Renji is the first western hospital in Shanghai and the second in China. William Lockhart, a missionary from Britain, rented a house in the inhabited area near Da Dong Men (Big East Gate) of Shanghai County and opened the hospital in 1844, the 24th year of the Qing dynasty Daoguang Emperor. It was then known as 'the Chinese Hospital'. Two years later, the hospital moved to Mai Jia Quan (now Middle Shandong Road), and changed its name to Shantung Road Hospital, also called Renji Yi Guan (仁济医馆), which had 60 beds and started an out-patient clinic. In 1927, the hospital received a legacy from the British merchant, Henry Lester, comprising one million taels of silver and four lots of real estate, which were used to expand the hospital. In 1932, a six floor building was constructed for the hospital, and the number of beds was increased to 250. It became Renji Hospital, although some people called it the Lester Chinese Hospital. Till 1949, Renji Hospital had 300 beds.

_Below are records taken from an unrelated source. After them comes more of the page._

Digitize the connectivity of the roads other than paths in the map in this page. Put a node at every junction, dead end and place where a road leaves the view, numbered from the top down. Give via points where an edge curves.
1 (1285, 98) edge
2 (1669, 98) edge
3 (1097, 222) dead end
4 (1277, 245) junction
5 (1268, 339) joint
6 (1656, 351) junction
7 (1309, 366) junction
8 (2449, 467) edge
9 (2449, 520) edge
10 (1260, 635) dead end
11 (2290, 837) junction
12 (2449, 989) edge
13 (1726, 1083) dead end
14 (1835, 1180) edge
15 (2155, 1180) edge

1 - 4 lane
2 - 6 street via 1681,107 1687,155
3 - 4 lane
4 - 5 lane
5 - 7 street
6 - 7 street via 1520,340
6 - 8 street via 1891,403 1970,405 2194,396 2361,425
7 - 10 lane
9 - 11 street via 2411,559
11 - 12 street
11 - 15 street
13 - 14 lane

In November 1952, Shanghai Second Medical College took over control of Renji Hospital from East China Health Care Administration and renamed Renji Hospital Affiliated to Shanghai Second Medical College. During the 'Cultural Revolution', the hospital once changed its name to 'Gong Nong Bing Hospital' (workers, farmers and armymen's hospital) and 'The 3rd People's Hospital'. In Dec. 1984, the hospital regained to its former name Renji. In 1985, Shanghai Second Medical College renamed as Shanghai Second Medical University (SSMU), and Renji Hospital became an affiliated hospital of SSMU. At the end of 1990, Renji had 607 beds and 1,211 staff members. In 2005, Shanghai Second Medical University was merged to Shanghai Jiao Tong University and Renji Hospital then became an affiliated hospital of Shanghai Jiao Tong University School of Medicine.

=== Present ===
As Pudong became an open economic development zone, Renji chose a new place for its extension in Lujiazui. Now, Renji Hospital has four parts, the west part is the old location in Huangpu district, the east part is in Pudong New Area, the south part is in Minhang District, and the north part is a reproductive medicin center, located on Lingshan street, Pudong District.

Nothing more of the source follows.